I'm an Unrepentant Fidgeter
Whether in class, a meeting, conversation, a movie, or whatnot, I can't hold still. I've been telling people for years that having something to do with my hands or physical environment helps me keep my attention focused on that immediate environment instead of drifting off into my head, even if I appear less attentive. In library school I even had to do remedial work on my "attitude" because of this habit. But I'm not alone in my belief and there's evidence to back me up.
Study: Doodling Helps You Pay Attention
. . . a delightful new study . . . showed that doodlers actually remember more than nondoodlers when asked to retain tediously delivered information, like, say, during a boring meeting or a lecture. . . .

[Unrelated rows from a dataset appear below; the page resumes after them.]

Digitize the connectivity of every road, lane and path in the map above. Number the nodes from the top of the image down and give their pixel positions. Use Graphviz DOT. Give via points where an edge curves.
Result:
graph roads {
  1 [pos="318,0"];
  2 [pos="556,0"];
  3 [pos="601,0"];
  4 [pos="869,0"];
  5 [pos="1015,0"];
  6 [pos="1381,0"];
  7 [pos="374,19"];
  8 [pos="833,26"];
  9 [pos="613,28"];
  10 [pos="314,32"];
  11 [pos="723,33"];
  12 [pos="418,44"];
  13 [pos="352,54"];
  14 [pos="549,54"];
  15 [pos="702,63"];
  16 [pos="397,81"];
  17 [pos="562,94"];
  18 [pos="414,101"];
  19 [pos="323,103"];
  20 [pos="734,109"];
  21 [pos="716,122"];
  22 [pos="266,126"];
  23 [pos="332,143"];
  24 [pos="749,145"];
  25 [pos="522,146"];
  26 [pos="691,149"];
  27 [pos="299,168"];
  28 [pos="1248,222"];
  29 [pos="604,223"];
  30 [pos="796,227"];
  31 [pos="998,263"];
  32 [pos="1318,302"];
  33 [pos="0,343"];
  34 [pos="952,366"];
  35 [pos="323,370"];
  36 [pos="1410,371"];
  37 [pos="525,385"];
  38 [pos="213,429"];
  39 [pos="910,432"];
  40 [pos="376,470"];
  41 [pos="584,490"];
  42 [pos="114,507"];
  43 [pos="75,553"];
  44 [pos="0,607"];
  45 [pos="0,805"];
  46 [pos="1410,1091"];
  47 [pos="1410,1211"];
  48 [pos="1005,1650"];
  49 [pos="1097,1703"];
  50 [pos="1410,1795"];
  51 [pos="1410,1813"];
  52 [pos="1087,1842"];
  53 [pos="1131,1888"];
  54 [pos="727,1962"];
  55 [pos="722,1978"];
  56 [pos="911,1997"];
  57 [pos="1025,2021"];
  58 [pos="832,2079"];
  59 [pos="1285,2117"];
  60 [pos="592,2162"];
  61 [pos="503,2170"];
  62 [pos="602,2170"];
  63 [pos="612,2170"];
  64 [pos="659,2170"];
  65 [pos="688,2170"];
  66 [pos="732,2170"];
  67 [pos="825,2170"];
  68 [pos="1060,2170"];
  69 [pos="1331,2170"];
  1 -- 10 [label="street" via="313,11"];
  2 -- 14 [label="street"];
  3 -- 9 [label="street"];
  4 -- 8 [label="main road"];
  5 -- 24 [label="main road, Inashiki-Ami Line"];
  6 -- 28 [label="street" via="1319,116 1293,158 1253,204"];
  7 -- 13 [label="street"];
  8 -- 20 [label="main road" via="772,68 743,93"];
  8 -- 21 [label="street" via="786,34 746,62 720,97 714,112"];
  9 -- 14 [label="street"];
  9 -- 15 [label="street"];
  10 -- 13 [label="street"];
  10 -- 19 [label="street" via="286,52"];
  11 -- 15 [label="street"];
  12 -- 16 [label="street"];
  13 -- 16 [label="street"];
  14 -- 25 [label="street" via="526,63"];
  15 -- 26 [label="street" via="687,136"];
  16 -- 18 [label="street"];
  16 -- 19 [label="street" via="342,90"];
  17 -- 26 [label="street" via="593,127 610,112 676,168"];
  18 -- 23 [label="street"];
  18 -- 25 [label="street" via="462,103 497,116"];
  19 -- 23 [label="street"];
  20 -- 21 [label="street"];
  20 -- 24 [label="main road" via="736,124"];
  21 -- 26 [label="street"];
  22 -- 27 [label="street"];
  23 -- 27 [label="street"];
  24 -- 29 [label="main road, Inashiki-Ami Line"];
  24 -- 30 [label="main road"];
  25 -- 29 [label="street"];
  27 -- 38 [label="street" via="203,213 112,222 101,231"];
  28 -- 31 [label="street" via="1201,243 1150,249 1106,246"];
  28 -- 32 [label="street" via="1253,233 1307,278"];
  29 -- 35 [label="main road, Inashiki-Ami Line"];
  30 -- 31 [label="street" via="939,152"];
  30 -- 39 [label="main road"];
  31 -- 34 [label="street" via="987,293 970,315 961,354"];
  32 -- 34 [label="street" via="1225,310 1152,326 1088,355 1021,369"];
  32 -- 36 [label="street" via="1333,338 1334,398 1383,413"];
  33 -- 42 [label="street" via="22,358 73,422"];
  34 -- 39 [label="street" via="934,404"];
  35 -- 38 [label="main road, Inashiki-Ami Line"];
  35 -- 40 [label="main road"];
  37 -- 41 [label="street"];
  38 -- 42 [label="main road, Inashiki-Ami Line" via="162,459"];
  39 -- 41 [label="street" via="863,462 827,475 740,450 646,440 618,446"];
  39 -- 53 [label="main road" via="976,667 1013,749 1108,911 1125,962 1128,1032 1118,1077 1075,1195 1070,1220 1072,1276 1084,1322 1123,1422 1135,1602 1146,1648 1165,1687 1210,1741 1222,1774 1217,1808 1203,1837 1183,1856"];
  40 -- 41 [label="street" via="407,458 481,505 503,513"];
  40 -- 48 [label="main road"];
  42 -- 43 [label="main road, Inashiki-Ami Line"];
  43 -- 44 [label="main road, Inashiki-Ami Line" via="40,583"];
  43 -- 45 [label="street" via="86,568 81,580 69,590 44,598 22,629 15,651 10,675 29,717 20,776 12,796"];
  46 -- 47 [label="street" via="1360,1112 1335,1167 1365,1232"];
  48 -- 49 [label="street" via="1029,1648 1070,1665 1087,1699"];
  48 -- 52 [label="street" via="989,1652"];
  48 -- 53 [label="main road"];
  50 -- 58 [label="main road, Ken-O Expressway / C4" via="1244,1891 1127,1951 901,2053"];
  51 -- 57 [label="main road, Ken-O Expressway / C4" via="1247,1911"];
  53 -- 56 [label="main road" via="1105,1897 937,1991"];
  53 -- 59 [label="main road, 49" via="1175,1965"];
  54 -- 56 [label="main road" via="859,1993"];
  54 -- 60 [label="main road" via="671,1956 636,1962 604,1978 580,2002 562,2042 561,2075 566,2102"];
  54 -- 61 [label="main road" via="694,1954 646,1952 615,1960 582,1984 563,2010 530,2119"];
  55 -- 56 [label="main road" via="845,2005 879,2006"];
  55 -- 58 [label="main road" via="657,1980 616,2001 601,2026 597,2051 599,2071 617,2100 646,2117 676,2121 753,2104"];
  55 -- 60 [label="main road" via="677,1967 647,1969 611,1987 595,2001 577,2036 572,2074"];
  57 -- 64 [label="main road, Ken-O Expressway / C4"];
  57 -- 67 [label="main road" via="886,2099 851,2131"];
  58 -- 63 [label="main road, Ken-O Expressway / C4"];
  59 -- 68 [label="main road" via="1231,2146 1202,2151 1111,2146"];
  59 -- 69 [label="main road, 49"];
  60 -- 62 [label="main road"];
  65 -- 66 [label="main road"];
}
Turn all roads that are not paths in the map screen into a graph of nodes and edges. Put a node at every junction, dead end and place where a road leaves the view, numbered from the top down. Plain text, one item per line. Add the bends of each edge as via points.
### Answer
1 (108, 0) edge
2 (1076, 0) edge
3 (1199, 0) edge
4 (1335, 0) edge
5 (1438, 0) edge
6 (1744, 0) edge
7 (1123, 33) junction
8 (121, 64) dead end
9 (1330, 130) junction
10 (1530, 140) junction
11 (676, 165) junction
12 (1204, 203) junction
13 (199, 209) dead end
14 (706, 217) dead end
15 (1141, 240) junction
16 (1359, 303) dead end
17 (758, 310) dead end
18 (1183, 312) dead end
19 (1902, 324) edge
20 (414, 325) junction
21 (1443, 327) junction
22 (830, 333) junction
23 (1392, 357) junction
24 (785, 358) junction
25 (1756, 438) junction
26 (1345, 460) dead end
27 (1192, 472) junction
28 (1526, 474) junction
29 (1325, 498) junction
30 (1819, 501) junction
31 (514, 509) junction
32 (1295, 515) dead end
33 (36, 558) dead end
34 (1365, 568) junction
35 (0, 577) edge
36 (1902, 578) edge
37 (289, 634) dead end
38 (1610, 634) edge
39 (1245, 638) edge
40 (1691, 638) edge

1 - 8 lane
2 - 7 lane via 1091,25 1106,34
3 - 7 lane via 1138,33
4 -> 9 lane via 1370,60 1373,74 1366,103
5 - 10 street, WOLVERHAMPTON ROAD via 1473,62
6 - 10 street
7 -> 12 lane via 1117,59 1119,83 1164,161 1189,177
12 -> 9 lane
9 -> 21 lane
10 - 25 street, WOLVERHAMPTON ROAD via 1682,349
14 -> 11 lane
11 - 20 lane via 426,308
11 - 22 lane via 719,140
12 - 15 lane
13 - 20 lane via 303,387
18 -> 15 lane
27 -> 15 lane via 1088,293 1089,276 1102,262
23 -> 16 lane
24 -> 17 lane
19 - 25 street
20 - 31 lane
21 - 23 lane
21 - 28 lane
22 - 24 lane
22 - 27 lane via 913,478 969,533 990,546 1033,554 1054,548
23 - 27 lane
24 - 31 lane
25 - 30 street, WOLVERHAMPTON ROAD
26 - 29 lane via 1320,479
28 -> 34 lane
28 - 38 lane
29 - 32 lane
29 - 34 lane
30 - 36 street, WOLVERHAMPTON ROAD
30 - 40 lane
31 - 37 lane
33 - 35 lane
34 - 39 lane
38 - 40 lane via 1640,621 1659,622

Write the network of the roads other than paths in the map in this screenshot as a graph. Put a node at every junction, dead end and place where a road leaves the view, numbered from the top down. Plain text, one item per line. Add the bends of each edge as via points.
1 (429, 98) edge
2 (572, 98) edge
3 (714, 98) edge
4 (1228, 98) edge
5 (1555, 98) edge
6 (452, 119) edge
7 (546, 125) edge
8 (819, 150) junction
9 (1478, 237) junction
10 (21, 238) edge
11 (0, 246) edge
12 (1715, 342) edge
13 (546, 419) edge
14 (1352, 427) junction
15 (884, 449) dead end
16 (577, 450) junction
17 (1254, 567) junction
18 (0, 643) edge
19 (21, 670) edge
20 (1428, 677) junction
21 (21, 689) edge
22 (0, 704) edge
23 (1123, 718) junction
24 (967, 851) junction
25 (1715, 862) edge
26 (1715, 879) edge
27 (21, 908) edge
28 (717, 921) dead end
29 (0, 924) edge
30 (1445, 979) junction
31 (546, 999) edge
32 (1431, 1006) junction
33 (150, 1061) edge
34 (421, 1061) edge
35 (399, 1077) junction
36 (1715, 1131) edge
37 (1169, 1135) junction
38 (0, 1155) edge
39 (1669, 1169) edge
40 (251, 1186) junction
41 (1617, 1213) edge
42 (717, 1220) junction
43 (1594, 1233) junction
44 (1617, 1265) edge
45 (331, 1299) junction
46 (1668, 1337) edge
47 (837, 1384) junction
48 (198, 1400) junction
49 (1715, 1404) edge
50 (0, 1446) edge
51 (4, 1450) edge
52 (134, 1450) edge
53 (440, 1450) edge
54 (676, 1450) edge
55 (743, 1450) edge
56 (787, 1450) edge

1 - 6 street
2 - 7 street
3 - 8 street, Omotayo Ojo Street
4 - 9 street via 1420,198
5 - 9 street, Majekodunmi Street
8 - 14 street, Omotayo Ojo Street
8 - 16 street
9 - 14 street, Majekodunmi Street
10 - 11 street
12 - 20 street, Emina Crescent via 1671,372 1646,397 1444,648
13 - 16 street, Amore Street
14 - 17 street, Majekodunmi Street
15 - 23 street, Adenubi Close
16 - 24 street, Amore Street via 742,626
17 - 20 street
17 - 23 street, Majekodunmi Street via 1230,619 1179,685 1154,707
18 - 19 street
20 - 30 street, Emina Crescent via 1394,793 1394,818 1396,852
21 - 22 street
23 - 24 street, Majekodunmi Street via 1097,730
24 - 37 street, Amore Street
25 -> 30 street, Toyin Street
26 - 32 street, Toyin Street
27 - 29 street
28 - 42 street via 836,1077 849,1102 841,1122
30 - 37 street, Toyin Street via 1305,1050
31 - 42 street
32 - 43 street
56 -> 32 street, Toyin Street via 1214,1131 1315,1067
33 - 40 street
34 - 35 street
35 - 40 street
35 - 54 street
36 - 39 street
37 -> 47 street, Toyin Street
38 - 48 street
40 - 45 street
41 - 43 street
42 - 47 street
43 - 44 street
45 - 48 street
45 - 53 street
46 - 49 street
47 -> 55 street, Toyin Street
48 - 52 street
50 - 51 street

Why does doodling aid memory? Andrade offers several theories, but the most persuasive is that when you doodle, you don't daydream. Daydreaming may seem absentminded and pointless, but it actually demands a lot of the brain's processing power. You start daydreaming about a vacation, which leads you to think about potential destinations, how you would pay for the trip, whether you could get the flight upgraded, how you might score a bigger hotel room. These cognitions require what psychologists call "executive functioning" — for example, planning for the future and comparing costs and benefits.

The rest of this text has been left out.